(Beginning of Data supplied)

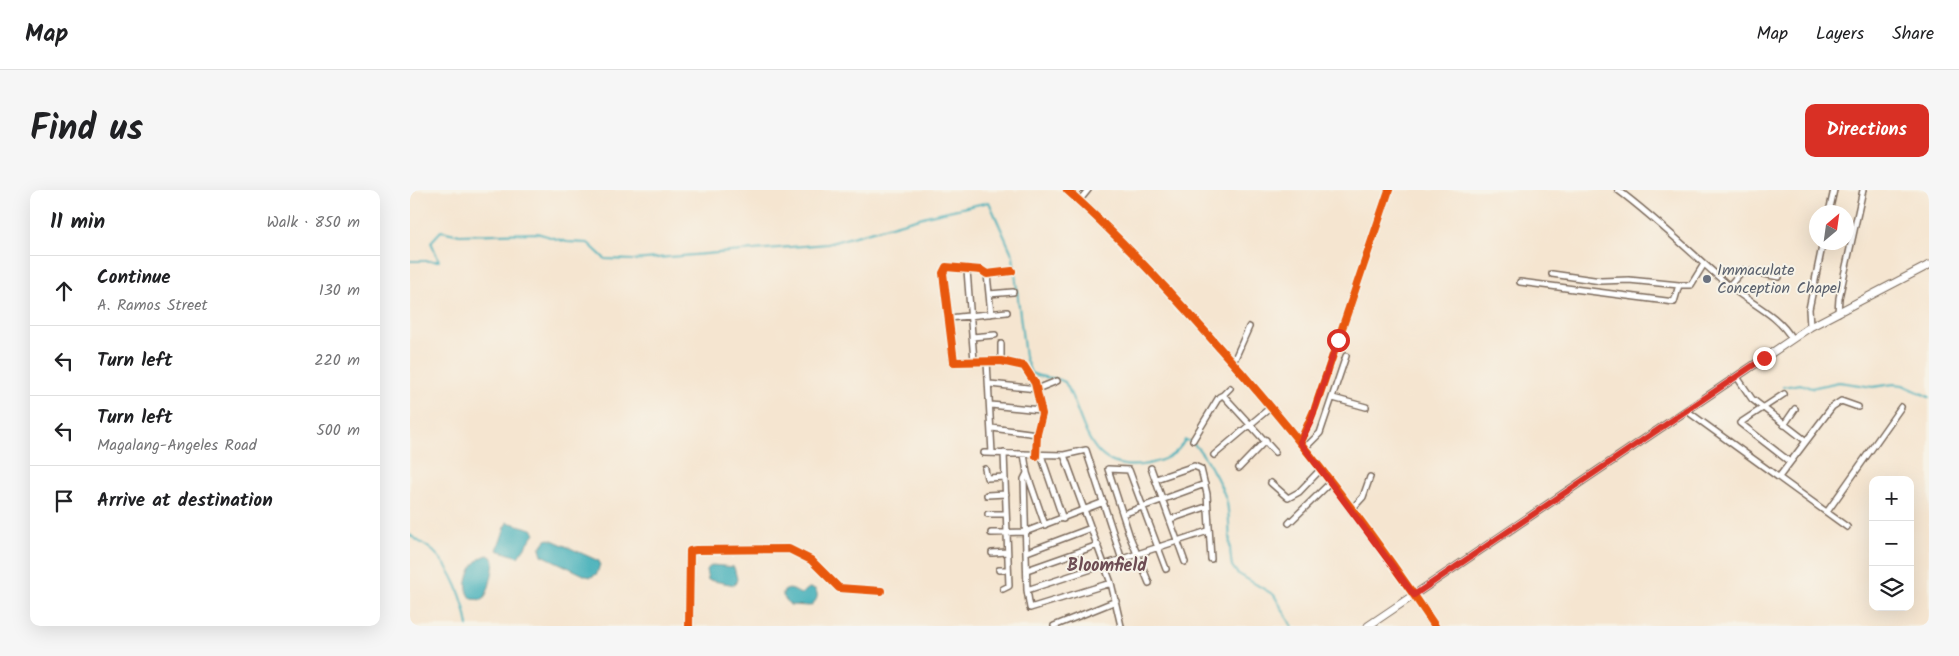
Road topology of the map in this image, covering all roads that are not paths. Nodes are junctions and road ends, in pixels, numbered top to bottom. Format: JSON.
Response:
{"nodes":[{"id":1,"x":1067,"y":190,"type":"edge"},
{"id":2,"x":1088,"y":190,"type":"edge"},
{"id":3,"x":1389,"y":190,"type":"edge"},
{"id":4,"x":1618,"y":190,"type":"edge"},
{"id":5,"x":1834,"y":190,"type":"edge"},
{"id":6,"x":1863,"y":190,"type":"edge"},
{"id":7,"x":1079,"y":201,"type":"junction"},
{"id":8,"x":1831,"y":205,"type":"edge"},
{"id":9,"x":1821,"y":250,"type":"edge"},
{"id":10,"x":1704,"y":264,"type":"junction"},
{"id":11,"x":1929,"y":265,"type":"edge"},
{"id":12,"x":967,"y":270,"type":"junction"},
{"id":13,"x":1012,"y":271,"type":"dead end"},
{"id":14,"x":987,"y":274,"type":"junction"},
{"id":15,"x":1552,"y":274,"type":"dead end"},
{"id":16,"x":1779,"y":277,"type":"dead end"},
{"id":17,"x":1520,"y":282,"type":"dead end"},
{"id":18,"x":1679,"y":285,"type":"junction"},
{"id":19,"x":1729,"y":286,"type":"junction"},
{"id":20,"x":1013,"y":292,"type":"dead end"},
{"id":21,"x":989,"y":294,"type":"junction"},
{"id":22,"x":1007,"y":312,"type":"dead end"},
{"id":23,"x":1838,"y":312,"type":"junction"},
{"id":24,"x":991,"y":314,"type":"junction"},
{"id":25,"x":971,"y":316,"type":"junction"},
{"id":26,"x":949,"y":318,"type":"junction"},
{"id":27,"x":1249,"y":327,"type":"dead end"},
{"id":28,"x":1810,"y":327,"type":"junction"},
{"id":29,"x":995,"y":335,"type":"dead end"},
{"id":30,"x":972,"y":337,"type":"junction"},
{"id":31,"x":1792,"y":339,"type":"junction"},
{"id":32,"x":1001,"y":344,"type":"dead end"},
{"id":33,"x":1346,"y":356,"type":"dead end"},
{"id":34,"x":974,"y":360,"type":"junction"},
{"id":35,"x":988,"y":361,"type":"junction"},
{"id":36,"x":1001,"y":361,"type":"junction"},
{"id":37,"x":1233,"y":363,"type":"junction"},
{"id":38,"x":1736,"y":377,"type":"junction"},
{"id":39,"x":1057,"y":381,"type":"dead end"},
{"id":40,"x":990,"y":384,"type":"junction"},
{"id":41,"x":1230,"y":388,"type":"dead end"},
{"id":42,"x":1037,"y":389,"type":"junction"},
{"id":43,"x":1784,"y":394,"type":"dead end"},
{"id":44,"x":1223,"y":395,"type":"junction"},
{"id":45,"x":1333,"y":398,"type":"junction"},
{"id":46,"x":991,"y":405,"type":"junction"},
{"id":47,"x":1271,"y":407,"type":"junction"},
{"id":48,"x":1366,"y":407,"type":"dead end"},
{"id":49,"x":1761,"y":407,"type":"junction"},
{"id":50,"x":1858,"y":407,"type":"dead end"},
{"id":51,"x":1901,"y":407,"type":"dead end"},
{"id":52,"x":1040,"y":410,"type":"junction"},
{"id":53,"x":1795,"y":410,"type":"dead end"},
{"id":54,"x":1687,"y":411,"type":"junction"},
{"id":55,"x":1250,"y":425,"type":"junction"},
{"id":56,"x":1784,"y":425,"type":"junction"},
{"id":57,"x":992,"y":428,"type":"junction"},
{"id":58,"x":1037,"y":434,"type":"junction"},
{"id":59,"x":1193,"y":440,"type":"dead end"},
{"id":60,"x":1266,"y":440,"type":"junction"},
{"id":61,"x":1806,"y":441,"type":"junction"},
{"id":62,"x":1300,"y":442,"type":"junction"},
{"id":63,"x":1305,"y":448,"type":"junction"},
{"id":64,"x":1275,"y":452,"type":"dead end"},
{"id":65,"x":984,"y":453,"type":"dead end"},
{"id":66,"x":992,"y":453,"type":"junction"},
{"id":67,"x":1004,"y":453,"type":"junction"},
{"id":68,"x":1024,"y":454,"type":"junction"},
{"id":69,"x":1038,"y":455,"type":"junction"},
{"id":70,"x":1064,"y":455,"type":"junction"},
{"id":71,"x":1214,"y":455,"type":"dead end"},
{"id":72,"x":1790,"y":462,"type":"junction"},
{"id":73,"x":1151,"y":468,"type":"dead end"},
{"id":74,"x":1239,"y":468,"type":"dead end"},
{"id":75,"x":985,"y":469,"type":"dead end"},
{"id":76,"x":1321,"y":470,"type":"junction"},
{"id":77,"x":1027,"y":473,"type":"junction"},
{"id":78,"x":1005,"y":477,"type":"junction"},
{"id":79,"x":1370,"y":477,"type":"dead end"},
{"id":80,"x":1779,"y":477,"type":"junction"},
{"id":81,"x":1156,"y":479,"type":"junction"},
{"id":82,"x":1331,"y":482,"type":"junction"},
{"id":83,"x":1270,"y":483,"type":"dead end"},
{"id":84,"x":1205,"y":484,"type":"junction"},
{"id":85,"x":1006,"y":494,"type":"junction"},
{"id":86,"x":987,"y":496,"type":"dead end"},
{"id":87,"x":1163,"y":499,"type":"junction"},
{"id":88,"x":1104,"y":502,"type":"junction"},
{"id":89,"x":1144,"y":506,"type":"junction"},
{"id":90,"x":1206,"y":507,"type":"junction"},
{"id":91,"x":1351,"y":510,"type":"junction"},
{"id":92,"x":1085,"y":511,"type":"junction"},
{"id":93,"x":1827,"y":512,"type":"junction"},
{"id":94,"x":988,"y":514,"type":"dead end"},
{"id":95,"x":1005,"y":514,"type":"junction"},
{"id":96,"x":1123,"y":514,"type":"junction"},
{"id":97,"x":1064,"y":518,"type":"junction"},
{"id":98,"x":1171,"y":519,"type":"junction"},
{"id":99,"x":1289,"y":523,"type":"dead end"},
{"id":100,"x":1045,"y":525,"type":"junction"},
{"id":101,"x":1847,"y":527,"type":"dead end"},
{"id":102,"x":1091,"y":528,"type":"junction"},
{"id":103,"x":1208,"y":531,"type":"junction"},
{"id":104,"x":1025,"y":532,"type":"junction"},
{"id":105,"x":991,"y":534,"type":"dead end"},
{"id":106,"x":1006,"y":534,"type":"junction"},
{"id":107,"x":1179,"y":540,"type":"junction"},
{"id":108,"x":1098,"y":546,"type":"junction"},
{"id":109,"x":1158,"y":548,"type":"junction"},
{"id":110,"x":1007,"y":552,"type":"junction"},
{"id":111,"x":1027,"y":552,"type":"junction"},
{"id":112,"x":992,"y":553,"type":"dead end"},
{"id":113,"x":1138,"y":555,"type":"junction"},
{"id":114,"x":1210,"y":559,"type":"dead end"},
{"id":115,"x":1122,"y":560,"type":"junction"},
{"id":116,"x":1186,"y":562,"type":"dead end"},
{"id":117,"x":1104,"y":565,"type":"junction"},
{"id":118,"x":1166,"y":569,"type":"dead end"},
{"id":119,"x":999,"y":570,"type":"dead end"},
{"id":120,"x":1008,"y":570,"type":"junction"},
{"id":121,"x":1027,"y":570,"type":"junction"},
{"id":122,"x":1111,"y":583,"type":"junction"},
{"id":123,"x":1149,"y":583,"type":"dead end"},
{"id":124,"x":1003,"y":589,"type":"dead end"},
{"id":125,"x":1028,"y":590,"type":"junction"},
{"id":126,"x":881,"y":591,"type":"dead end"},
{"id":127,"x":1414,"y":595,"type":"junction"},
{"id":128,"x":1116,"y":601,"type":"junction"},
{"id":129,"x":690,"y":626,"type":"edge"},
{"id":130,"x":1054,"y":626,"type":"edge"},
{"id":131,"x":1121,"y":626,"type":"edge"},
{"id":132,"x":1368,"y":626,"type":"edge"},
{"id":133,"x":1435,"y":626,"type":"edge"}],
"edges":[{"from":1,"to":7,"type":"street"},
{"from":2,"to":7,"type":"street"},
{"from":3,"to":62,"type":"street"},
{"from":4,"to":10,"type":"street"},
{"from":5,"to":8,"type":"street"},
{"from":6,"to":23,"type":"street"},
{"from":7,"to":37,"type":"street"},
{"from":9,"to":28,"type":"street"},
{"from":10,"to":18,"type":"street"},
{"from":10,"to":19,"type":"street"},
{"from":11,"to":23,"type":"main road"},
{"from":12,"to":14,"type":"street"},
{"from":12,"to":25,"type":"street"},
{"from":12,"to":26,"type":"street"},
{"from":13,"to":14,"type":"street"},
{"from":14,"to":21,"type":"street"},
{"from":15,"to":18,"type":"street"},
{"from":16,"to":19,"type":"street"},
{"from":17,"to":18,"type":"street"},
{"from":19,"to":31,"type":"street"},
{"from":20,"to":21,"type":"street"},
{"from":21,"to":24,"type":"street"},
{"from":22,"to":24,"type":"street"},
{"from":23,"to":28,"type":"main road"},
{"from":24,"to":25,"type":"street"},
{"from":25,"to":26,"type":"street"},
{"from":25,"to":30,"type":"street"},
{"from":26,"to":34,"type":"street"},
{"from":27,"to":37,"type":"street"},
{"from":28,"to":31,"type":"main road"},
{"from":29,"to":30,"type":"street"},
{"from":30,"to":34,"type":"street"},
{"from":31,"to":38,"type":"main road"},
{"from":32,"to":36,"type":"street"},
{"from":33,"to":45,"type":"street"},
{"from":34,"to":35,"type":"street"},
{"from":35,"to":36,"type":"street"},
{"from":35,"to":40,"type":"street"},
{"from":36,"to":42,"type":"street"},
{"from":37,"to":47,"type":"street"},
{"from":38,"to":49,"type":"street"},
{"from":38,"to":54,"type":"main road"},
{"from":39,"to":42,"type":"street"},
{"from":40,"to":42,"type":"street"},
{"from":40,"to":46,"type":"street"},
{"from":41,"to":44,"type":"street"},
{"from":42,"to":52,"type":"street"},
{"from":43,"to":49,"type":"street"},
{"from":44,"to":55,"type":"street"},
{"from":44,"to":59,"type":"street"},
{"from":45,"to":48,"type":"street"},
{"from":45,"to":63,"type":"street"},
{"from":46,"to":52,"type":"street"},
{"from":46,"to":57,"type":"street"},
{"from":47,"to":55,"type":"street"},
{"from":47,"to":62,"type":"street"},
{"from":49,"to":56,"type":"street"},
{"from":49,"to":72,"type":"street"},
{"from":50,"to":61,"type":"street"},
{"from":51,"to":93,"type":"street"},
{"from":52,"to":58,"type":"street"},
{"from":53,"to":56,"type":"street"},
{"from":54,"to":80,"type":"street"},
{"from":54,"to":127,"type":"main road"},
{"from":55,"to":60,"type":"street"},
{"from":55,"to":71,"type":"street"},
{"from":56,"to":61,"type":"street"},
{"from":57,"to":58,"type":"street"},
{"from":57,"to":66,"type":"street"},
{"from":58,"to":69,"type":"street"},
{"from":60,"to":64,"type":"street"},
{"from":60,"to":74,"type":"street"},
{"from":61,"to":72,"type":"street"},
{"from":62,"to":63,"type":"street"},
{"from":63,"to":76,"type":"street"},
{"from":65,"to":66,"type":"street"},
{"from":66,"to":67,"type":"street"},
{"from":67,"to":68,"type":"street"},
{"from":67,"to":78,"type":"street"},
{"from":68,"to":69,"type":"street"},
{"from":68,"to":77,"type":"street"},
{"from":69,"to":70,"type":"street"},
{"from":69,"to":97,"type":"street"},
{"from":70,"to":88,"type":"street"},
{"from":70,"to":92,"type":"street"},
{"from":72,"to":80,"type":"street"},
{"from":73,"to":81,"type":"street"},
{"from":75,"to":78,"type":"street"},
{"from":76,"to":82,"type":"street"},
{"from":76,"to":83,"type":"street"},
{"from":77,"to":100,"type":"street"},
{"from":77,"to":104,"type":"street"},
{"from":78,"to":85,"type":"street"},
{"from":79,"to":91,"type":"street"},
{"from":80,"to":93,"type":"street"},
{"from":81,"to":84,"type":"street"},
{"from":81,"to":87,"type":"street"},
{"from":82,"to":91,"type":"street"},
{"from":82,"to":99,"type":"street"},
{"from":84,"to":87,"type":"street"},
{"from":84,"to":90,"type":"street"},
{"from":85,"to":86,"type":"street"},
{"from":85,"to":95,"type":"street"},
{"from":87,"to":89,"type":"street"},
{"from":87,"to":98,"type":"street"},
{"from":88,"to":92,"type":"street"},
{"from":88,"to":115,"type":"street"},
{"from":89,"to":96,"type":"street"},
{"from":89,"to":96,"type":"street"},
{"from":89,"to":109,"type":"street"},
{"from":90,"to":98,"type":"street"},
{"from":90,"to":103,"type":"street"},
{"from":91,"to":127,"type":"street"},
{"from":92,"to":97,"type":"street"},
{"from":92,"to":102,"type":"street"},
{"from":93,"to":101,"type":"street"},
{"from":94,"to":95,"type":"street"},
{"from":95,"to":106,"type":"street"},
{"from":96,"to":113,"type":"street"},
{"from":97,"to":100,"type":"street"},
{"from":98,"to":107,"type":"street"},
{"from":100,"to":104,"type":"street"},
{"from":102,"to":108,"type":"street"},
{"from":102,"to":111,"type":"street"},
{"from":103,"to":107,"type":"street"},
{"from":103,"to":114,"type":"street"},
{"from":104,"to":106,"type":"street"},
{"from":104,"to":111,"type":"street"},
{"from":105,"to":106,"type":"street"},
{"from":106,"to":110,"type":"street"},
{"from":107,"to":109,"type":"street"},
{"from":107,"to":116,"type":"street"},
{"from":108,"to":117,"type":"street"},
{"from":108,"to":121,"type":"street"},
{"from":109,"to":113,"type":"street"},
{"from":109,"to":118,"type":"street"},
{"from":110,"to":112,"type":"street"},
{"from":110,"to":120,"type":"street"},
{"from":111,"to":121,"type":"street"},
{"from":113,"to":115,"type":"street"},
{"from":113,"to":123,"type":"street"},
{"from":115,"to":117,"type":"street"},
{"from":117,"to":122,"type":"street"},
{"from":117,"to":125,"type":"street"},
{"from":119,"to":120,"type":"street"},
{"from":120,"to":124,"type":"street"},
{"from":121,"to":125,"type":"street"},
{"from":122,"to":125,"type":"street"},
{"from":122,"to":128,"type":"street"},
{"from":126,"to":129,"type":"street"},
{"from":127,"to":132,"type":"main road"},
{"from":127,"to":133,"type":"street"},
{"from":128,"to":130,"type":"street"},
{"from":128,"to":131,"type":"street"}]}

(End of Data supplied)

Exercise description: Please go over the data above and tally every line holding "main"; reply only with the count.

Solved exercise: 7